> _BRIEF_: The response must reproduce exactly every line of the material below holding the word "image".

> _SOURCE INFORMATION_:
--

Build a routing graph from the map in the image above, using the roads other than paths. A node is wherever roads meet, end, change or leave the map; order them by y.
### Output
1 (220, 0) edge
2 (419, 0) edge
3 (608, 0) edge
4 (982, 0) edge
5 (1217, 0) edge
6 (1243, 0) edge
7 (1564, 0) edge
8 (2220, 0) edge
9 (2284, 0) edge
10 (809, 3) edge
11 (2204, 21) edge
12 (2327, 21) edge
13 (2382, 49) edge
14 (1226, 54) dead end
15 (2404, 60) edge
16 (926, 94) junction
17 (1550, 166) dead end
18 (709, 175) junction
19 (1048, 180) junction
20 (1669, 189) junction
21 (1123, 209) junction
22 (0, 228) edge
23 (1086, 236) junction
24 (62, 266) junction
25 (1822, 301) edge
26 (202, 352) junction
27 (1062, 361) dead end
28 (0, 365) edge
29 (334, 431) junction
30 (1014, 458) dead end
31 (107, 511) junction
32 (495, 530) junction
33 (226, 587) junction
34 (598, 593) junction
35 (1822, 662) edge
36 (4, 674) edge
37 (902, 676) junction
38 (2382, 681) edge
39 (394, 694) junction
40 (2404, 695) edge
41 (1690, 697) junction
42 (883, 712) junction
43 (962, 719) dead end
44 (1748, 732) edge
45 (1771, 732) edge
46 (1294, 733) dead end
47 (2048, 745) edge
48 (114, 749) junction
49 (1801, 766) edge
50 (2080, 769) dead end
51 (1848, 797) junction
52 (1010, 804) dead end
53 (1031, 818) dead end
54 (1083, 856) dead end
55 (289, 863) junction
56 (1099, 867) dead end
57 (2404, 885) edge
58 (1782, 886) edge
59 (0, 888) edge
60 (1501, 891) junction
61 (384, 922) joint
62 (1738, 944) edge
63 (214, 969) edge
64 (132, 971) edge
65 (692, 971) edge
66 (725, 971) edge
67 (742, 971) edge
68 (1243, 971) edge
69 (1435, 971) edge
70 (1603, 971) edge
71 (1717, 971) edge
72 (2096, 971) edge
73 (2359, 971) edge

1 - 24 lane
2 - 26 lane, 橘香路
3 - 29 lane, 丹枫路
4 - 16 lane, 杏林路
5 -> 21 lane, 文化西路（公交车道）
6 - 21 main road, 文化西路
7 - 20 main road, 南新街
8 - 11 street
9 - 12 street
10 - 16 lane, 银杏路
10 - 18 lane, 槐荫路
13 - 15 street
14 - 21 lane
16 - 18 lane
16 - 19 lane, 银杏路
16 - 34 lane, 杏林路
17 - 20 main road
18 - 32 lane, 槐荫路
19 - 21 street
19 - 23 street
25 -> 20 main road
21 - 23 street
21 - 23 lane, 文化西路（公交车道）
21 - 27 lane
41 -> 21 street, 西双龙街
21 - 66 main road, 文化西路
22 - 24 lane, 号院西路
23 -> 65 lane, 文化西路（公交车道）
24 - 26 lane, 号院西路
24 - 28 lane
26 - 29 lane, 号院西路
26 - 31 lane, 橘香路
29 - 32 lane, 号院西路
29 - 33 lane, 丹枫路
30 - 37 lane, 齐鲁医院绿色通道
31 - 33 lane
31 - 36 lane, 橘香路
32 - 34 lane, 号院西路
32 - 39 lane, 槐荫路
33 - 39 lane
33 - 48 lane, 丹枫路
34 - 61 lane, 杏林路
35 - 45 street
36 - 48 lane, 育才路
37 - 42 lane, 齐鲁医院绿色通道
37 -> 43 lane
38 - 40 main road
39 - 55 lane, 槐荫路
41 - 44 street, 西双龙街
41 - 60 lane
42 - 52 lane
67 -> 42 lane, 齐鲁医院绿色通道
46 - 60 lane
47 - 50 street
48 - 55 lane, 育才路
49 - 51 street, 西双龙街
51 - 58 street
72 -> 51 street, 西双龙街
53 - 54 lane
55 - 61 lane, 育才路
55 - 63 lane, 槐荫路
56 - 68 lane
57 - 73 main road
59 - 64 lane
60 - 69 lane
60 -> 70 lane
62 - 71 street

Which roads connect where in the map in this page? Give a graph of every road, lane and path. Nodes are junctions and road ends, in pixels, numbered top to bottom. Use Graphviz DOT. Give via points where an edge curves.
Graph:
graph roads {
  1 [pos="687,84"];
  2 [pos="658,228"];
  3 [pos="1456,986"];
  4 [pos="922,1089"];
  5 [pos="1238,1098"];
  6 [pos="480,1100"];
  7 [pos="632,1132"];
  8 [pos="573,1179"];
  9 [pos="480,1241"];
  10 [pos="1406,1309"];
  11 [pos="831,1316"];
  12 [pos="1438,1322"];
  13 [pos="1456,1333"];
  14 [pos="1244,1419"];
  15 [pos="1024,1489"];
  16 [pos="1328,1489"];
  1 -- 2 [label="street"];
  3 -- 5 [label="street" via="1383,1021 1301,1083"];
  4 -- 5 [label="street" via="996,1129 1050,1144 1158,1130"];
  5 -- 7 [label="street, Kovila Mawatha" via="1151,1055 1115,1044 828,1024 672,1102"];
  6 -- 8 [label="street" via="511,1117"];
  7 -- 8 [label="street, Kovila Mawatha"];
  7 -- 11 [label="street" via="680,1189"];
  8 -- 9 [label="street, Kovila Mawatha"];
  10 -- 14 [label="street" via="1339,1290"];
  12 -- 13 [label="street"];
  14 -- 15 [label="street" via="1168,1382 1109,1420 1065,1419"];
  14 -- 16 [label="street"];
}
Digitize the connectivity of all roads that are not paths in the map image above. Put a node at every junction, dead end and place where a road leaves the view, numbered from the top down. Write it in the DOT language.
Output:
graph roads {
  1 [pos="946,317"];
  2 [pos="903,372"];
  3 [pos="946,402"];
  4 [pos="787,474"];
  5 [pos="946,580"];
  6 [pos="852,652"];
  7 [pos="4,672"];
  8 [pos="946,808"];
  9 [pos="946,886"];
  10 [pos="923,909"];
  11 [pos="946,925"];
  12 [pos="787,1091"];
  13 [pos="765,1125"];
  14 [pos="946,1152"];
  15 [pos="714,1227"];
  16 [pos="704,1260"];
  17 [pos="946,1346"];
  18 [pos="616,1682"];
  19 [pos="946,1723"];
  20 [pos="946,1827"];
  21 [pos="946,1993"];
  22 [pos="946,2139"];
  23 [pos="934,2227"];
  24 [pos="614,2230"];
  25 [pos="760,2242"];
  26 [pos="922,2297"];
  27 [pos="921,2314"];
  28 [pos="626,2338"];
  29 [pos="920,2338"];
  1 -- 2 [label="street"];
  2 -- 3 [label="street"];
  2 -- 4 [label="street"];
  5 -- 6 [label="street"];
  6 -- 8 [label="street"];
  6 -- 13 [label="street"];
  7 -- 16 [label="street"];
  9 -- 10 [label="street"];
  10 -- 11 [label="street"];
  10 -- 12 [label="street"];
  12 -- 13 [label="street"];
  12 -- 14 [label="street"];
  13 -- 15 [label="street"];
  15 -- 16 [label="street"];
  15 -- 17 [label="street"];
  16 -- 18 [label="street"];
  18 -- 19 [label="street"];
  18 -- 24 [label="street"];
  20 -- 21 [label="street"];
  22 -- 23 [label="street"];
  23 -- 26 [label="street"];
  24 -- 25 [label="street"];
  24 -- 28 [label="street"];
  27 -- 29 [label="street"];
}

--

> _ANSWER SECTION_:
Build a routing graph from the map in the image above, using the roads other than paths. A node is wherever roads meet, end, change or leave the map; order them by y.
Digitize the connectivity of all roads that are not paths in the map image above. Put a node at every junction, dead end and place where a road leaves the view, numbered from the top down. Write it in the DOT language.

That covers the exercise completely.